Every time you swear at and kick a piece of machinery and it turns on you actually cast Silvery Barbs? Totally checks out for me lol.
I mean that's what happens in Hollywood films every time - and Hollywood would never lie to us right?
#OpenDnD
It's called percussive maintenance, and it is a very real phenomenon.
Formerly Devan Avalon.
Trying to get your physical content on Beyond is like going to Microsoft and saying "I have a physical Playstation disk, give me a digital Xbox version!"
A misbehaving electronic device sometimes gets that way because connections have become flaky or jiggered themselves into a place where they're not quite solid, or dust has gotten into something it shouldn't. A good swat can get the connections re-established or dislodge dust, though it's a stopgap measure at best. If a good swat fixes your machine, the machine is probably in need of a cleaning as well. Note: a swat. Do not People's Elbow your electronics, if a decent little tap doesn't clear it then dropkicking it's not gonna do crap either, and the more modern and integrated a device is the less likely tapping/swatting it will accomplish jack-monkey squat.
Mechanical equipment can sometimes be fixed by punching it back into alignment if something jiggled out of place, but that's an At Your Own Risk dealie. Do not fist heavy equipment. Or android girls, for that matter.
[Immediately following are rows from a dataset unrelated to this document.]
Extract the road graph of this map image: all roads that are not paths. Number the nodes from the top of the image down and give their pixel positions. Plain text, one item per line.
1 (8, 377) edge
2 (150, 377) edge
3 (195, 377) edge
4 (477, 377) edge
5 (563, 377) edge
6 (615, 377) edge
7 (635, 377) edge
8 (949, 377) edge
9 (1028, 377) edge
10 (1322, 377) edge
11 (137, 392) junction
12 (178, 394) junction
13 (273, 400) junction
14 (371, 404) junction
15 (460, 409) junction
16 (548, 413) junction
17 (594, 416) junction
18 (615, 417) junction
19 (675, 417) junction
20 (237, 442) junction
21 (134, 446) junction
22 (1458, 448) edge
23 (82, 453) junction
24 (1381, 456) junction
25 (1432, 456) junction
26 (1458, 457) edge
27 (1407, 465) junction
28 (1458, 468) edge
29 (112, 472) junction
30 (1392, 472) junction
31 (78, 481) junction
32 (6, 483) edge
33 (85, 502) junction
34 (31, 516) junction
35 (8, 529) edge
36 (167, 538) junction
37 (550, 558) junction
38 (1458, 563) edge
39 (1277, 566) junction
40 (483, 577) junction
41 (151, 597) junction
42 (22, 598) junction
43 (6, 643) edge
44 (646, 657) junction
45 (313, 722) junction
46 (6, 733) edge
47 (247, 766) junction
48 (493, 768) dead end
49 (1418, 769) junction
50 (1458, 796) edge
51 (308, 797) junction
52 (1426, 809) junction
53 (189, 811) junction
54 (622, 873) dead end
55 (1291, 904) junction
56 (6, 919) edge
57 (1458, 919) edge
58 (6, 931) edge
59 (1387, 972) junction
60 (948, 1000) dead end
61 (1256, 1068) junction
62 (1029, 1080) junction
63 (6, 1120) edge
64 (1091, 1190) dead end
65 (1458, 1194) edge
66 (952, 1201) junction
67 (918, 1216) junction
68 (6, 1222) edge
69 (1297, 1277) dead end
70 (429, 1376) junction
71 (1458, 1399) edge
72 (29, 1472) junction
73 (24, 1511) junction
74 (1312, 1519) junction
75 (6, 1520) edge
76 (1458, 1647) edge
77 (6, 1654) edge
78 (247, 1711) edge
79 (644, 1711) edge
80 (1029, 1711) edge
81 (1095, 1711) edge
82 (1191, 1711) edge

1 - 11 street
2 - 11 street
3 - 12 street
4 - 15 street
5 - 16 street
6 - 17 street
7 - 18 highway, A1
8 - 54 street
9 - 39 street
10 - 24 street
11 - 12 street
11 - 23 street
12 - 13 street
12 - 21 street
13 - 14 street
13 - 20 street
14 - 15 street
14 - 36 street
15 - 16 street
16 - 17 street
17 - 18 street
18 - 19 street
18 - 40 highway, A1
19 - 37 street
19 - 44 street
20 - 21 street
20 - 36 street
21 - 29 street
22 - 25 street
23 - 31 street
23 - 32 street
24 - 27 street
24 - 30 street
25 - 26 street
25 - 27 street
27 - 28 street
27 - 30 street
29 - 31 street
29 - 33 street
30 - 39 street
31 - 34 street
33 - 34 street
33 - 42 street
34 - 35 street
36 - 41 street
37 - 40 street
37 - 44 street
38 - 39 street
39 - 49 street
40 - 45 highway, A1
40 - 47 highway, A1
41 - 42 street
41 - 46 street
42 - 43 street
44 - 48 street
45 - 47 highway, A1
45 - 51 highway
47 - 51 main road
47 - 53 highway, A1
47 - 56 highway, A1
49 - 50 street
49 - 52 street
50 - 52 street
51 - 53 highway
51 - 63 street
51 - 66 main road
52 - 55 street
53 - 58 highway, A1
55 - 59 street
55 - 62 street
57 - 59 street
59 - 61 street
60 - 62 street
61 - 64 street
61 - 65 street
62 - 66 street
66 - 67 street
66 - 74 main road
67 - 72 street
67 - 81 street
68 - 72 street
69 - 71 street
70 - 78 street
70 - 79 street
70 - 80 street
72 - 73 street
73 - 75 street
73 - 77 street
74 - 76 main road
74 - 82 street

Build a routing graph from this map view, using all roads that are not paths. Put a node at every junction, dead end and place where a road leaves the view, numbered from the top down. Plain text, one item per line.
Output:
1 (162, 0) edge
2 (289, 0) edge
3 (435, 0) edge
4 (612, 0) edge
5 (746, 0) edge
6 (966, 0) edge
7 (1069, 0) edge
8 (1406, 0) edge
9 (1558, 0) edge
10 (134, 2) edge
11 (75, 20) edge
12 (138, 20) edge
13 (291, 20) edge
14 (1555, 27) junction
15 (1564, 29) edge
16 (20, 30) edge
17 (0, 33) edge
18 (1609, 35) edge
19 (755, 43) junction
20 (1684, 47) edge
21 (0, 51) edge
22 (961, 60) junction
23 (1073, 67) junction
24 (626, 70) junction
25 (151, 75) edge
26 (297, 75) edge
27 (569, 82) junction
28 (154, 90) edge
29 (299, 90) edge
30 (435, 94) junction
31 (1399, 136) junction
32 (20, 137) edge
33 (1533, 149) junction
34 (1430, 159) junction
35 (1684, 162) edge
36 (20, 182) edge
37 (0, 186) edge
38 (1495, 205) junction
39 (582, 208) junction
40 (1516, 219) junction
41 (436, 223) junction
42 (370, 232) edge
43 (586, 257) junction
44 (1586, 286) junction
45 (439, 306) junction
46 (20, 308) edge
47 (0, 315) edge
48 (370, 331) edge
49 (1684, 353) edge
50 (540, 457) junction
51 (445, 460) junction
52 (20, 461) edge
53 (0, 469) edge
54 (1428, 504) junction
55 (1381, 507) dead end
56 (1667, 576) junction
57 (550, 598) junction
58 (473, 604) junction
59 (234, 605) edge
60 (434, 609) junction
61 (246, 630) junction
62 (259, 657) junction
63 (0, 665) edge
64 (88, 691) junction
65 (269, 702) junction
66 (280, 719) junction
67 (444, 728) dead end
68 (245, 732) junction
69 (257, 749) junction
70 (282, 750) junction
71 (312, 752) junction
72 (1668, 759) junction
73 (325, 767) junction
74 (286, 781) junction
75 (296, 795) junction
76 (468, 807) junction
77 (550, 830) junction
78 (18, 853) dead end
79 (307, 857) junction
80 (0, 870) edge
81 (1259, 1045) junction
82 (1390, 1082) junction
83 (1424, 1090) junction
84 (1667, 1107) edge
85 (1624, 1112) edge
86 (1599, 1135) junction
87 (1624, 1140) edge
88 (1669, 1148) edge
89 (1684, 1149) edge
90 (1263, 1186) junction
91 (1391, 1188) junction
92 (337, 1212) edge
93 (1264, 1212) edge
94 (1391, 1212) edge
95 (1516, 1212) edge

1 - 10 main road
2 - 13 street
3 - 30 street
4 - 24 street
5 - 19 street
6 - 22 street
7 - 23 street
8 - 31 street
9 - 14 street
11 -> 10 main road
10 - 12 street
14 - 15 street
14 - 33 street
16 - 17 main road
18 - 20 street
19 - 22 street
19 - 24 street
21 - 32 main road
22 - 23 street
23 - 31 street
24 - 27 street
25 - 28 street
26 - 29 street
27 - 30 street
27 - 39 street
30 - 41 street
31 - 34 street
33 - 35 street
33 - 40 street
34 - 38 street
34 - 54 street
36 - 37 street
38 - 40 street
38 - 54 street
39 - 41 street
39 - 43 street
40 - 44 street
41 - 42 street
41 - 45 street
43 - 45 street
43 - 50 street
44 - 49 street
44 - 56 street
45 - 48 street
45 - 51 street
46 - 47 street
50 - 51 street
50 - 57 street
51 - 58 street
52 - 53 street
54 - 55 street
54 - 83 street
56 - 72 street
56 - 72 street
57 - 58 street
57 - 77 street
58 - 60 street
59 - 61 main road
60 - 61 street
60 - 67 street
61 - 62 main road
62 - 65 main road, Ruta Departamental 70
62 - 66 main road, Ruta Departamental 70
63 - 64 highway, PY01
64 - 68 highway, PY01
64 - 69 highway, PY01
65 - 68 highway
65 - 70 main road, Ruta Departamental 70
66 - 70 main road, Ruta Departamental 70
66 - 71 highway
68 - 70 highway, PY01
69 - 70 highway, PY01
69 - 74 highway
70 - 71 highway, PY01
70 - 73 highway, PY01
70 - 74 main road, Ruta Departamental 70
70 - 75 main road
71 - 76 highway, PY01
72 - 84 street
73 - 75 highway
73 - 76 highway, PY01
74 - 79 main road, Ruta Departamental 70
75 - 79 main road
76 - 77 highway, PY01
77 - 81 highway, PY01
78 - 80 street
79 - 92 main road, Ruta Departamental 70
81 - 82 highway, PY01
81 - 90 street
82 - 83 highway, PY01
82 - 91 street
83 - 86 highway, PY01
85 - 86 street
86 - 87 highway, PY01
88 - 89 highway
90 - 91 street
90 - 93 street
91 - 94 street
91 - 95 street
Please do not contact or message me.
So... a tombstone piledriver or bellyback suplex won't help either? Asking for a friend.
A good book and a cup of tea.
Homebrew| Bard: College of Composition
Feedback Appreciated!
The same can be said about Bane. It is pound for pound better than barbs which can also be picked up with faye touched, and can be up cast. Negate one crit or negate half the attack rolls up to 3 creatures for 10 rounds. Also it is a charisma save.
It's not better than Barbs as it requires an initial check, your full action to cast, and has less of a bonus (d4 < DIS)
Also you don't have to use barbs unless they succeed.
Also Barbs isn't concentration so you can have all the great concentration spells up and use it.
Sorry it's really not a good comparison at all.
You also missed my reply when I agreed fireball punches too high and likely should be brought back down to their suggested damage for the level it is at. They have stated its over tuned for nostalgia sake and honestly I think its a bit much. If I had my druthers I would move it back to 6d6 and make it more in line with a 3rd level spell.
I would also do the same for barbs as I have said repeatedly that I do not think banning the spell is the way to go....just make it a 2nd level spell.
I have yet to hear a compelling argument why this would be an issue for the spells balance? Other than outright fixing 99% of the issues most people have with it.